— Work item —
The line that contains "Trace the roads" marks the start. Output it and all remaining lines exactly, through the final line of the listing.
··········
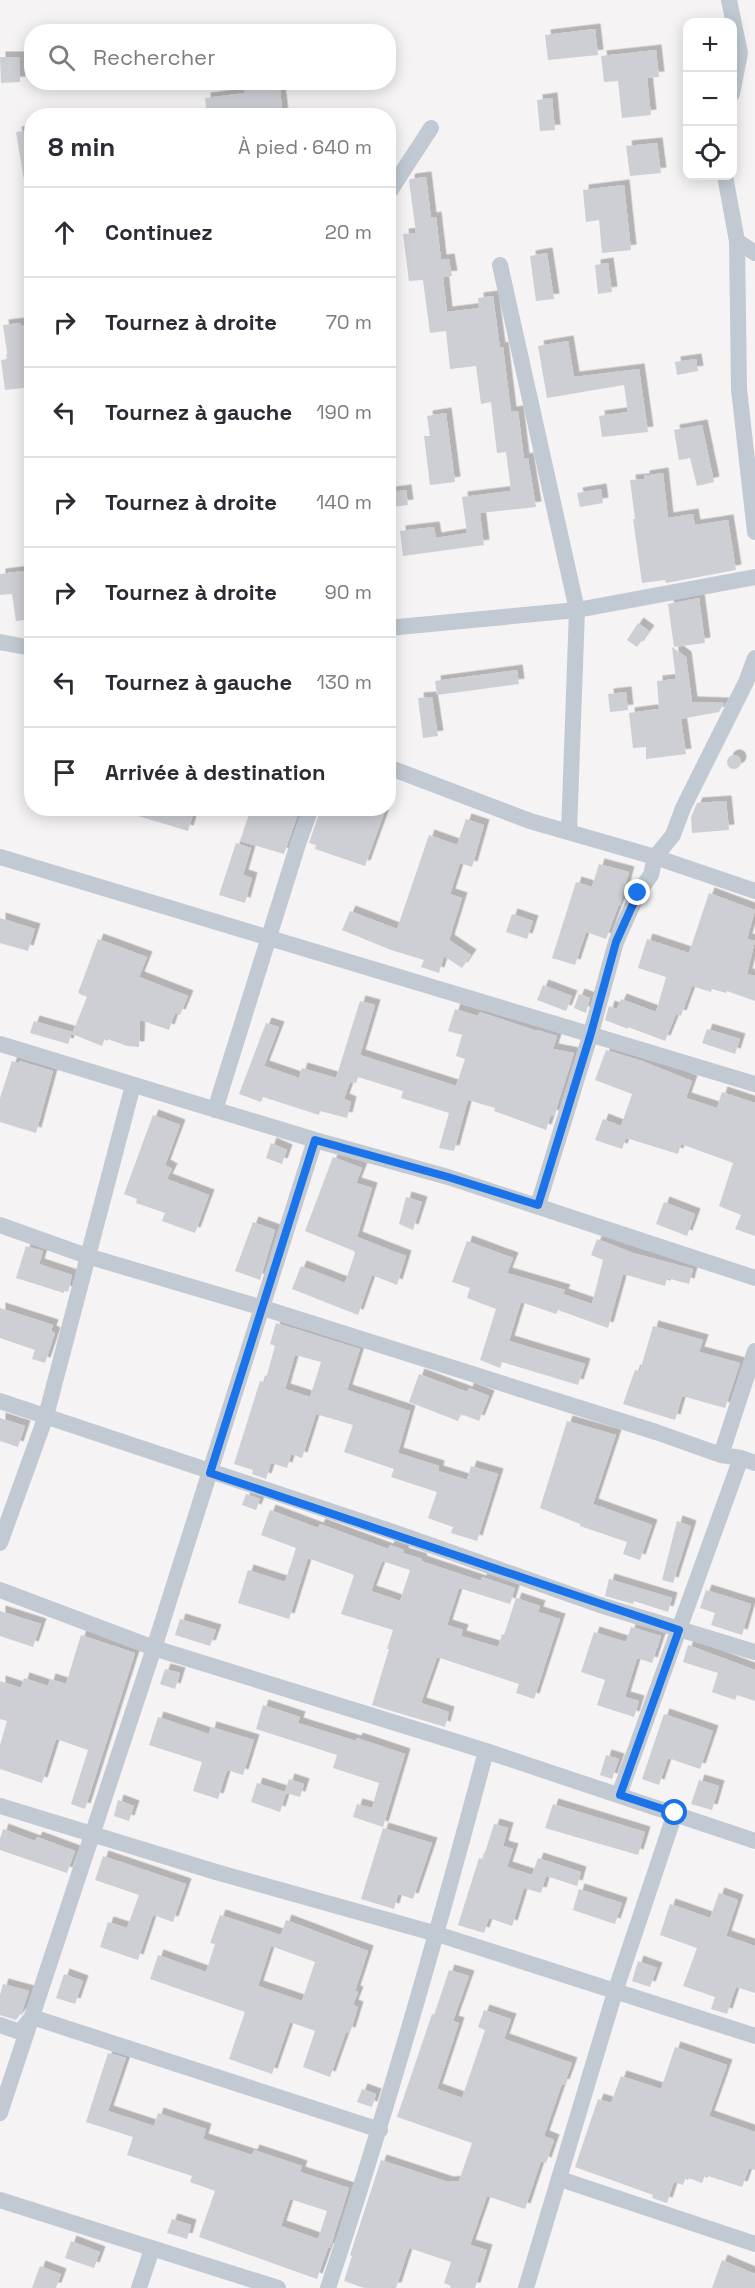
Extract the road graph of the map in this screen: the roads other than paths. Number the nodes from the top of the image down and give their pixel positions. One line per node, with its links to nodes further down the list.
1 (729, 0): 2 (street)
2 (736, 72)
3 (430, 128): 5 (street)
4 (727, 180): 6 (street)
5 (396, 181)
6 (737, 241): 7 (street); 9 (street)
7 (755, 253)
8 (500, 265): 11 (street)
9 (755, 532)
10 (755, 577): 11 (street)
11 (577, 610): 12 (street); 18 (street)
12 (396, 627)
13 (0, 642): 14 (street)
14 (24, 646)
15 (755, 658): 20 (street)
16 (396, 771): 18 (street)
17 (308, 816): 22 (street)
18 (569, 832): 20 (street)
19 (0, 857): 22 (street)
20 (656, 857): 21 (street); 23 (street)
21 (755, 891)
22 (269, 938): 23 (street); 27 (street)
23 (591, 1033): 26 (street); 29 (street)
24 (0, 1044): 25 (street)
25 (133, 1084): 27 (street); 31 (street)
26 (755, 1084)
27 (215, 1110): 28 (street)
28 (315, 1140): 29 (street); 33 (street)
29 (538, 1205): 32 (street)
30 (0, 1225): 31 (street)
31 (87, 1256): 33 (street); 36 (street)
32 (755, 1278)
33 (263, 1308): 37 (street); 39 (street)
34 (755, 1351): 37 (street)
35 (0, 1401): 36 (street)
36 (46, 1416): 39 (street); 40 (street)
37 (721, 1455): 38 (street)
38 (748, 1460): 42 (street)
39 (210, 1473): 42 (street); 43 (street)
40 (0, 1543)
41 (0, 1590): 43 (street)
42 (679, 1630): 44 (street); 46 (street)
43 (154, 1648): 45 (street); 49 (street)
44 (755, 1652)
45 (486, 1751): 46 (street); 51 (street)
46 (620, 1795): 48 (street)
47 (0, 1806): 49 (street)
48 (675, 1813): 50 (street); 52 (street)
49 (93, 1835): 51 (street); 53 (street)
50 (755, 1840)
51 (437, 1934): 52 (street); 57 (street)
52 (615, 1992): 55 (street); 58 (street)
53 (32, 2017): 54 (street); 56 (street); 57 (street)
54 (0, 2025)
55 (755, 2036)
56 (0, 2113)
57 (380, 2130): 64 (street)
58 (560, 2179): 60 (street); 65 (street)
59 (0, 2200): 61 (street)
60 (755, 2244)
61 (152, 2249): 62 (street); 63 (street)
62 (139, 2288)
63 (278, 2288)
64 (328, 2288)
65 (526, 2288)

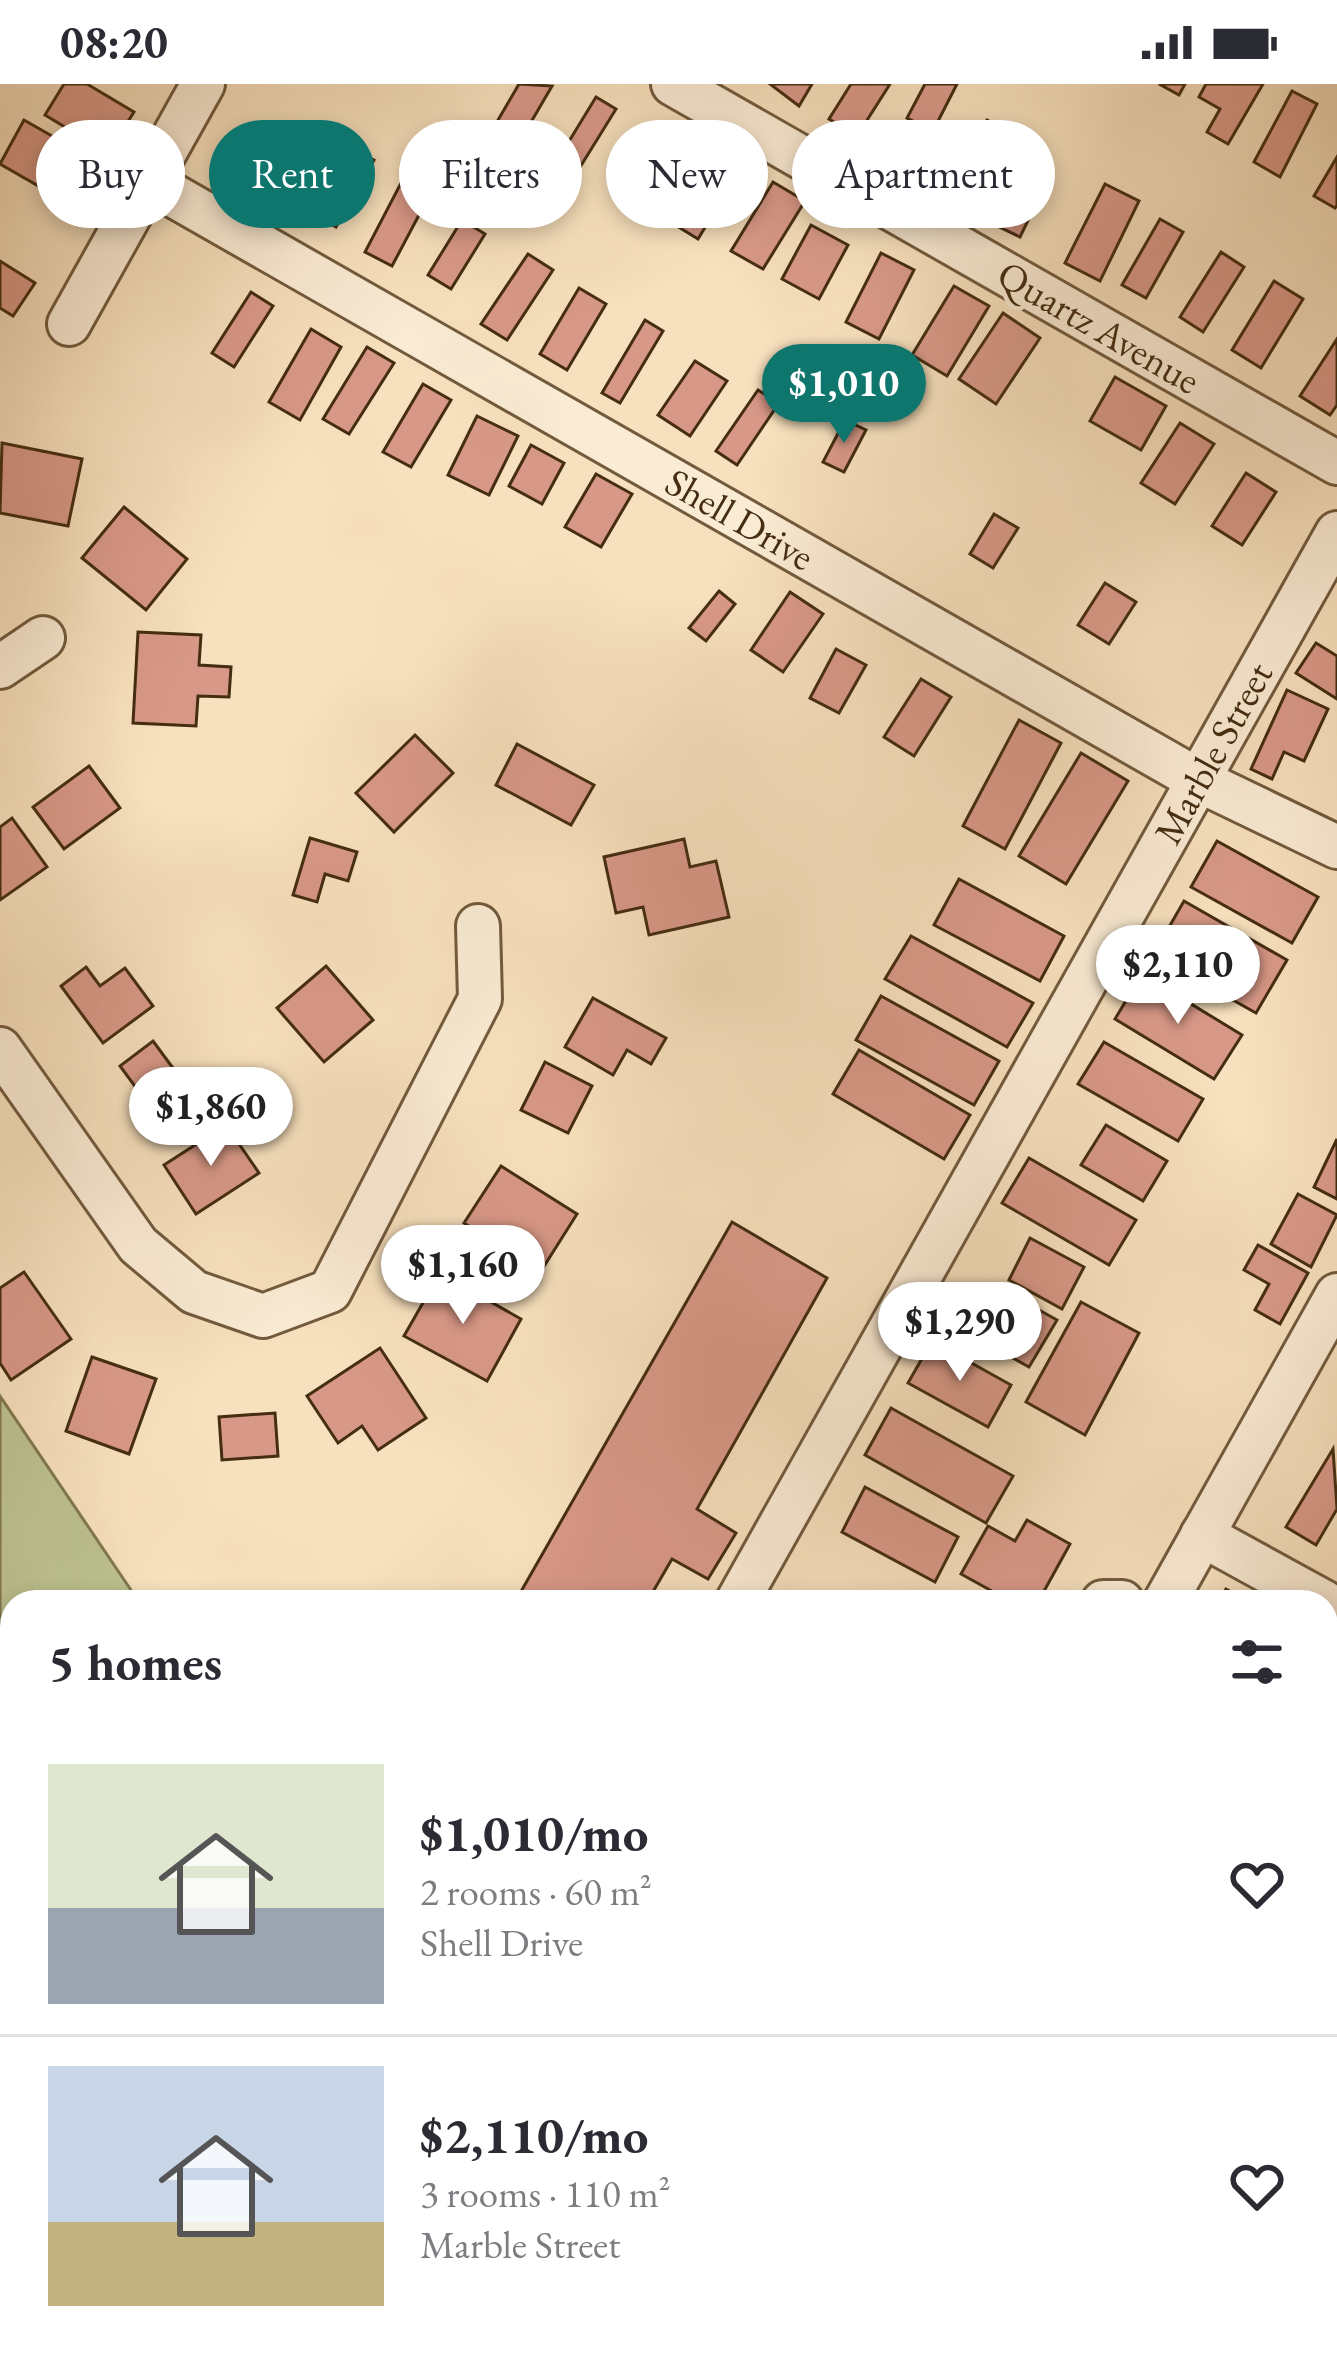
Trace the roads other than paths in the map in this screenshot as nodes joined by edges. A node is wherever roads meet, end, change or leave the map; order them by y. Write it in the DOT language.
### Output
··········
— Response area —
Trace the roads other than paths in the map in this screenshot as nodes joined by edges. A node is wherever roads meet, end, change or leave the map; order them by y. Write it in the DOT language.
### Output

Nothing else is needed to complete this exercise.